### Task description
In the data, find the word "path" and copy out every line that has it.

==== Data for this task

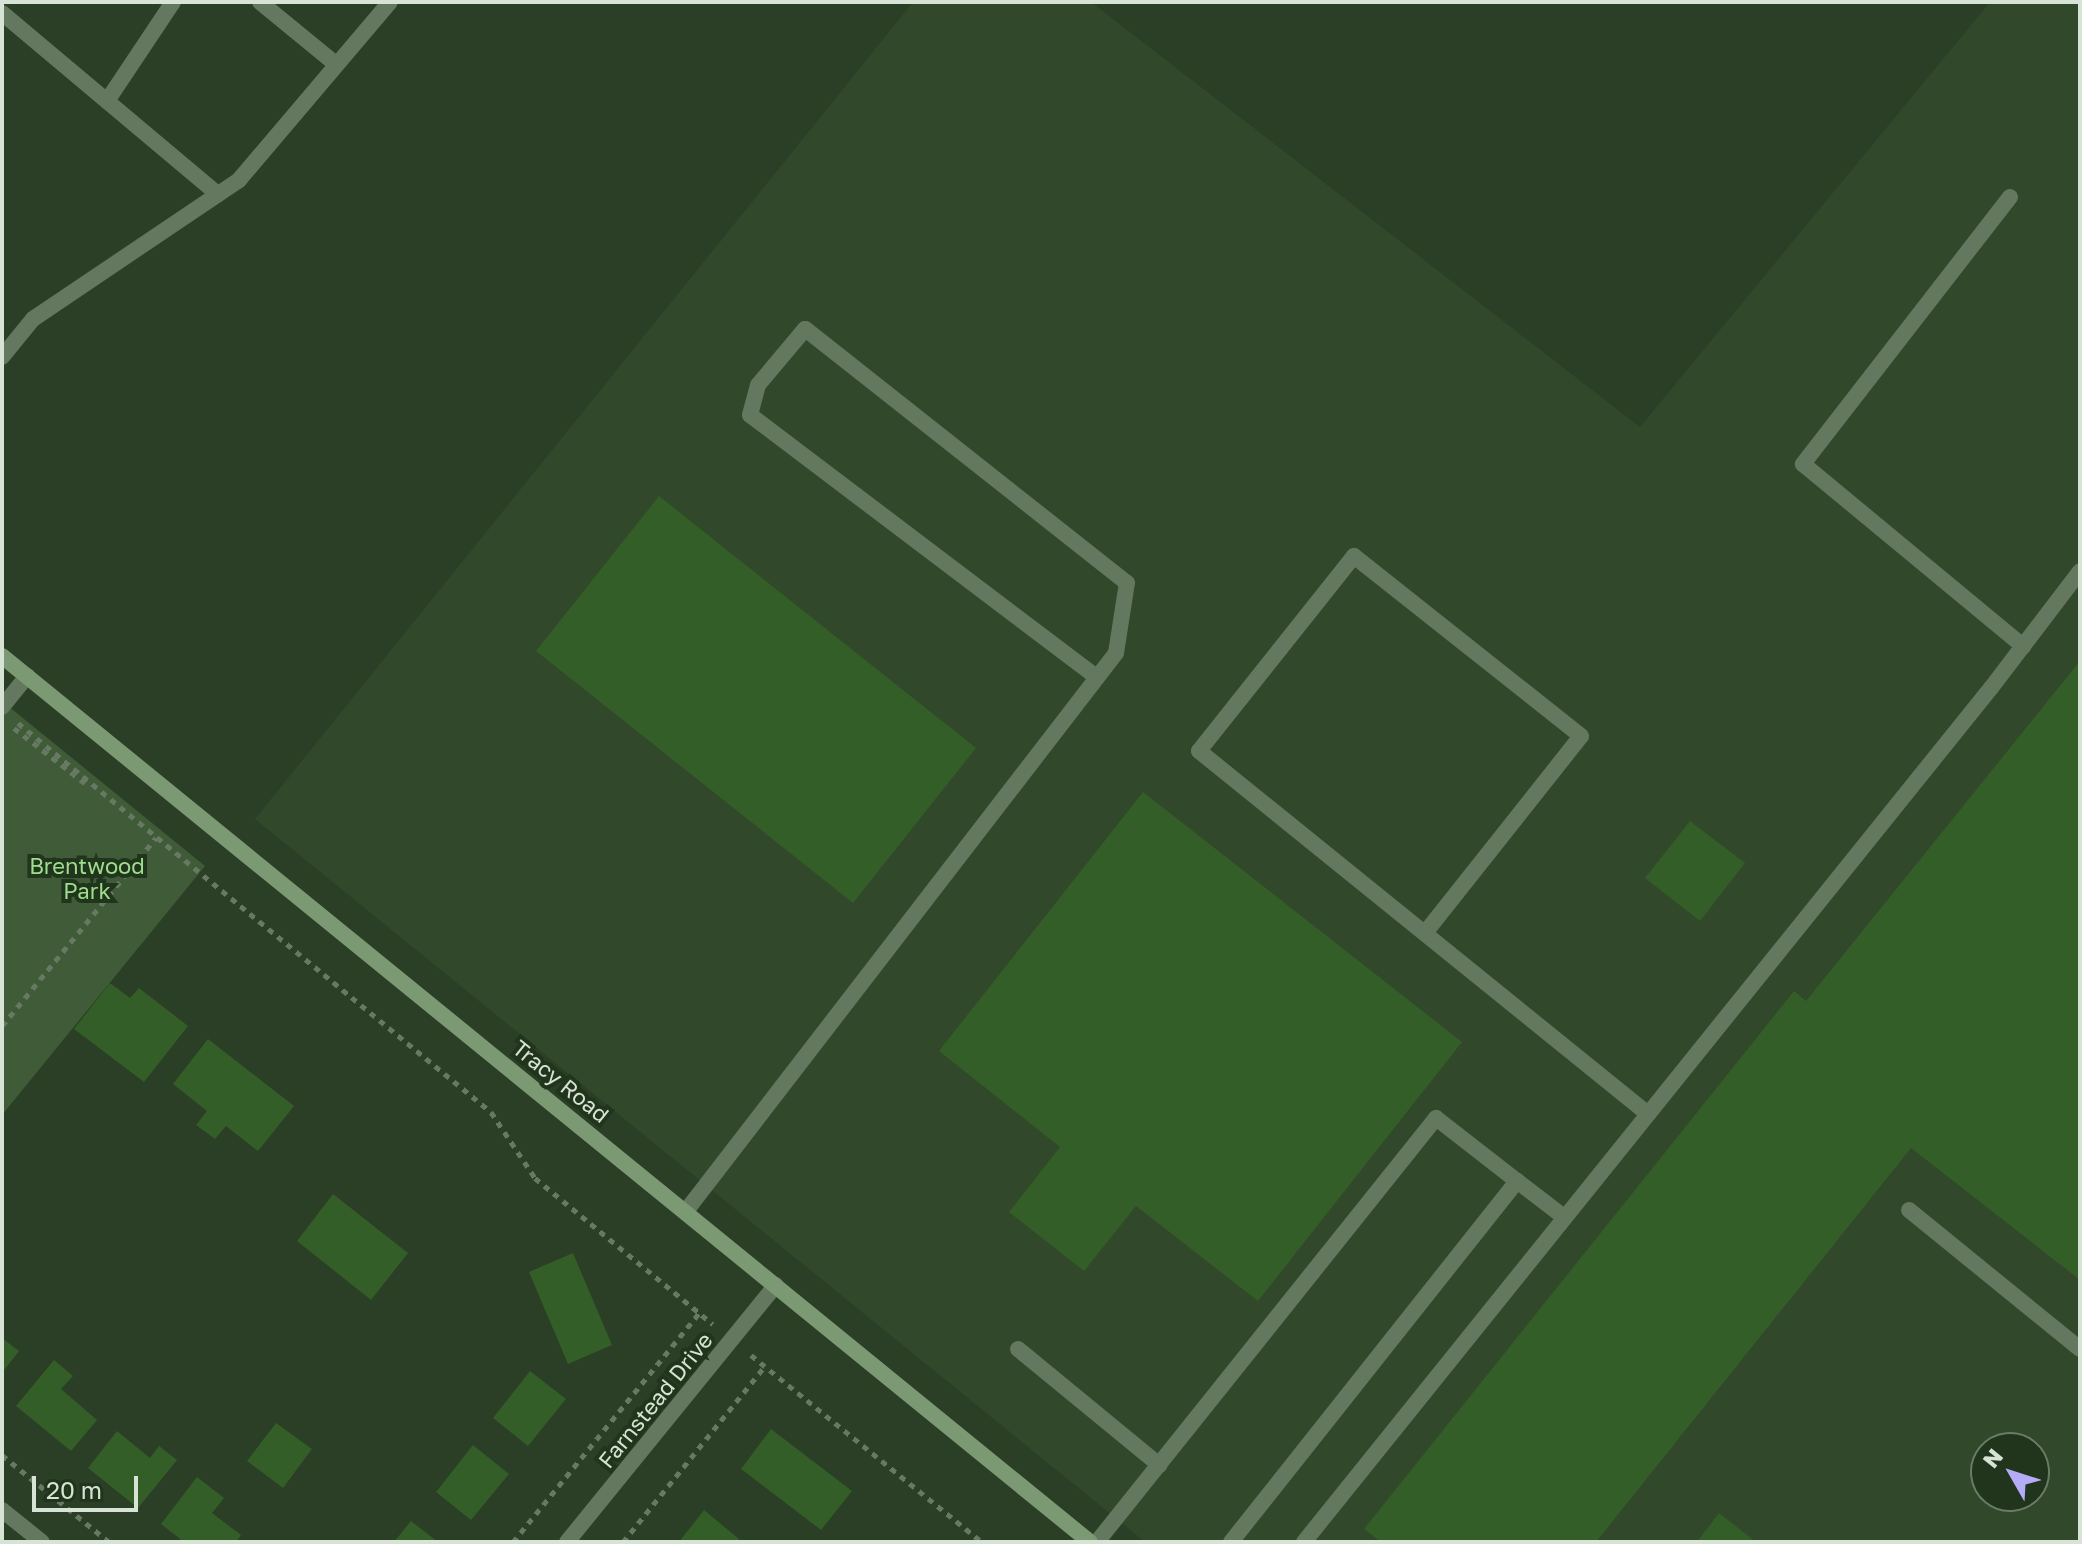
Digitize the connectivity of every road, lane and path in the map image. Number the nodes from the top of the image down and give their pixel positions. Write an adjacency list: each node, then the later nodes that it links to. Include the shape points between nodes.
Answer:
1 (173, 2): 6 (street)
2 (260, 2): 5 (street)
3 (390, 2): 5 (street)
4 (2, 13): 6 (street)
5 (337, 65): 7 (street, via 239,180)
6 (107, 101): 7 (street)
7 (218, 194): 9 (street, via 33,319)
8 (2010, 197): 11 (street, via 1803,464)
9 (2, 357)
10 (2080, 571): 11 (street)
11 (2023, 646): 20 (street)
12 (2, 656): 13 (street, Tracy Road)
13 (27, 676): 15 (street); 23 (street, Tracy Road)
14 (1097, 677): 14 (street, via 1116,653 1127,583 805,329 758,385 750,415); 23 (street)
15 (8, 713): 17 (path)
16 (2, 718): 17 (path)
17 (156, 838): 19 (path); 26 (path, via 491,1112 535,1178)
18 (1425, 933): 18 (street, via 1199,751 1354,556 1581,736); 20 (street)
19 (2, 1026)
20 (1648, 1114): 24 (street)
21 (1517, 1181): 24 (street); 32 (street, via 1436,1118); 42 (street)
22 (1909, 1210): 29 (street)
23 (686, 1211): 25 (street, Tracy Road)
24 (1564, 1217): 43 (street)
25 (776, 1285): 27 (street, Farnstead Drive); 40 (street, Tracy Road)
26 (699, 1313): 27 (path); 36 (path)
27 (732, 1340): 30 (path); 37 (street, Farnstead Drive)
28 (1018, 1349): 32 (street)
29 (2080, 1349)
30 (765, 1366): 38 (path); 39 (path)
31 (2, 1455): 35 (path)
32 (1159, 1465): 41 (street)
33 (2, 1510): 34 (street)
34 (42, 1542)
35 (109, 1542)
36 (513, 1542)
37 (567, 1542)
38 (623, 1542)
39 (982, 1542)
40 (1090, 1542)
41 (1097, 1542)
42 (1231, 1542)
43 (1304, 1542)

========

### Result below
Digitize the connectivity of every road, lane and path in the map image. Number the nodes from the top of the image down and give their pixel positions. Write an adjacency list: each node, then the later nodes that it links to. Include the shape points between nodes.
15 (8, 713): 17 (path)
16 (2, 718): 17 (path)
17 (156, 838): 19 (path); 26 (path, via 491,1112 535,1178)
26 (699, 1313): 27 (path); 36 (path)
27 (732, 1340): 30 (path); 37 (street, Farnstead Drive)
30 (765, 1366): 38 (path); 39 (path)
31 (2, 1455): 35 (path)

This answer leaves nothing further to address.